> **TASK INSTRUCTIONS**: Give back every record below precisely as written.
START INPUT MATERIAL
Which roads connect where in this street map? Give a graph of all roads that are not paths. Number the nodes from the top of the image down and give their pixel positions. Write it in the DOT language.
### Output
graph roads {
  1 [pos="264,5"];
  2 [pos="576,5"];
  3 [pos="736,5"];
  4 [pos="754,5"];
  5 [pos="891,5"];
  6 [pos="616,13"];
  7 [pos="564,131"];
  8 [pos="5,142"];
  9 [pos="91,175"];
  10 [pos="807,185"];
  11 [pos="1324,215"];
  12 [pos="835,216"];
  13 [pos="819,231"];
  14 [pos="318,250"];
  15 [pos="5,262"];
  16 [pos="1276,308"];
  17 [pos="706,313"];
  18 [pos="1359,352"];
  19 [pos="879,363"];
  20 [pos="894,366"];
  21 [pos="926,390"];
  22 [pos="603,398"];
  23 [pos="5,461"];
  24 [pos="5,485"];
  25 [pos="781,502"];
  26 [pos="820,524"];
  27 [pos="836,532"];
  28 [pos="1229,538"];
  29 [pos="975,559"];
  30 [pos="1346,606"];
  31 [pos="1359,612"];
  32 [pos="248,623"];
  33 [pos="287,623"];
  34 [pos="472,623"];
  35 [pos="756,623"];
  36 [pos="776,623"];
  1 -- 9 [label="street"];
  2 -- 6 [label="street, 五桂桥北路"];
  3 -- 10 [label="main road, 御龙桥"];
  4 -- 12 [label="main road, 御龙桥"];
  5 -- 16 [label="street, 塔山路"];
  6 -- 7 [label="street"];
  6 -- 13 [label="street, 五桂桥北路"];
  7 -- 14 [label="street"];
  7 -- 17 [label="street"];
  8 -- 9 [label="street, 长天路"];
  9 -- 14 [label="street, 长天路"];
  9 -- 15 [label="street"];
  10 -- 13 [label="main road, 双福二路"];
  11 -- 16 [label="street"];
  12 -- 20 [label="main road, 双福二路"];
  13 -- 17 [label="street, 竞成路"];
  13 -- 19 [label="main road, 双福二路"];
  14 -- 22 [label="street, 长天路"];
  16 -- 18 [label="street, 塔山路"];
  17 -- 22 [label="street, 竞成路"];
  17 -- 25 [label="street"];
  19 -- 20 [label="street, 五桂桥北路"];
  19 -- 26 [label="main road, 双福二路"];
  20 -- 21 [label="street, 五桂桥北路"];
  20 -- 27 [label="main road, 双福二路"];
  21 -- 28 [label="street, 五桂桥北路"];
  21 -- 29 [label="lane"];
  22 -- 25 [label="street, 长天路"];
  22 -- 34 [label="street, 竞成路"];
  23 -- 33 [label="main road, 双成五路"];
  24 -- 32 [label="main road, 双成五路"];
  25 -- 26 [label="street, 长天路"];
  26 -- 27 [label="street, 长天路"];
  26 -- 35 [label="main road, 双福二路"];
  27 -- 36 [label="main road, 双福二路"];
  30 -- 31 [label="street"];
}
END INPUT MATERIAL
> **WRITTEN SOLUTION**:
Which roads connect where in this street map? Give a graph of all roads that are not paths. Number the nodes from the top of the image down and give their pixel positions. Write it in the DOT language.
### Output
graph roads {
  1 [pos="264,5"];
  2 [pos="576,5"];
  3 [pos="736,5"];
  4 [pos="754,5"];
  5 [pos="891,5"];
  6 [pos="616,13"];
  7 [pos="564,131"];
  8 [pos="5,142"];
  9 [pos="91,175"];
  10 [pos="807,185"];
  11 [pos="1324,215"];
  12 [pos="835,216"];
  13 [pos="819,231"];
  14 [pos="318,250"];
  15 [pos="5,262"];
  16 [pos="1276,308"];
  17 [pos="706,313"];
  18 [pos="1359,352"];
  19 [pos="879,363"];
  20 [pos="894,366"];
  21 [pos="926,390"];
  22 [pos="603,398"];
  23 [pos="5,461"];
  24 [pos="5,485"];
  25 [pos="781,502"];
  26 [pos="820,524"];
  27 [pos="836,532"];
  28 [pos="1229,538"];
  29 [pos="975,559"];
  30 [pos="1346,606"];
  31 [pos="1359,612"];
  32 [pos="248,623"];
  33 [pos="287,623"];
  34 [pos="472,623"];
  35 [pos="756,623"];
  36 [pos="776,623"];
  1 -- 9 [label="street"];
  2 -- 6 [label="street, 五桂桥北路"];
  3 -- 10 [label="main road, 御龙桥"];
  4 -- 12 [label="main road, 御龙桥"];
  5 -- 16 [label="street, 塔山路"];
  6 -- 7 [label="street"];
  6 -- 13 [label="street, 五桂桥北路"];
  7 -- 14 [label="street"];
  7 -- 17 [label="street"];
  8 -- 9 [label="street, 长天路"];
  9 -- 14 [label="street, 长天路"];
  9 -- 15 [label="street"];
  10 -- 13 [label="main road, 双福二路"];
  11 -- 16 [label="street"];
  12 -- 20 [label="main road, 双福二路"];
  13 -- 17 [label="street, 竞成路"];
  13 -- 19 [label="main road, 双福二路"];
  14 -- 22 [label="street, 长天路"];
  16 -- 18 [label="street, 塔山路"];
  17 -- 22 [label="street, 竞成路"];
  17 -- 25 [label="street"];
  19 -- 20 [label="street, 五桂桥北路"];
  19 -- 26 [label="main road, 双福二路"];
  20 -- 21 [label="street, 五桂桥北路"];
  20 -- 27 [label="main road, 双福二路"];
  21 -- 28 [label="street, 五桂桥北路"];
  21 -- 29 [label="lane"];
  22 -- 25 [label="street, 长天路"];
  22 -- 34 [label="street, 竞成路"];
  23 -- 33 [label="main road, 双成五路"];
  24 -- 32 [label="main road, 双成五路"];
  25 -- 26 [label="street, 长天路"];
  26 -- 27 [label="street, 长天路"];
  26 -- 35 [label="main road, 双福二路"];
  27 -- 36 [label="main road, 双福二路"];
  30 -- 31 [label="street"];
}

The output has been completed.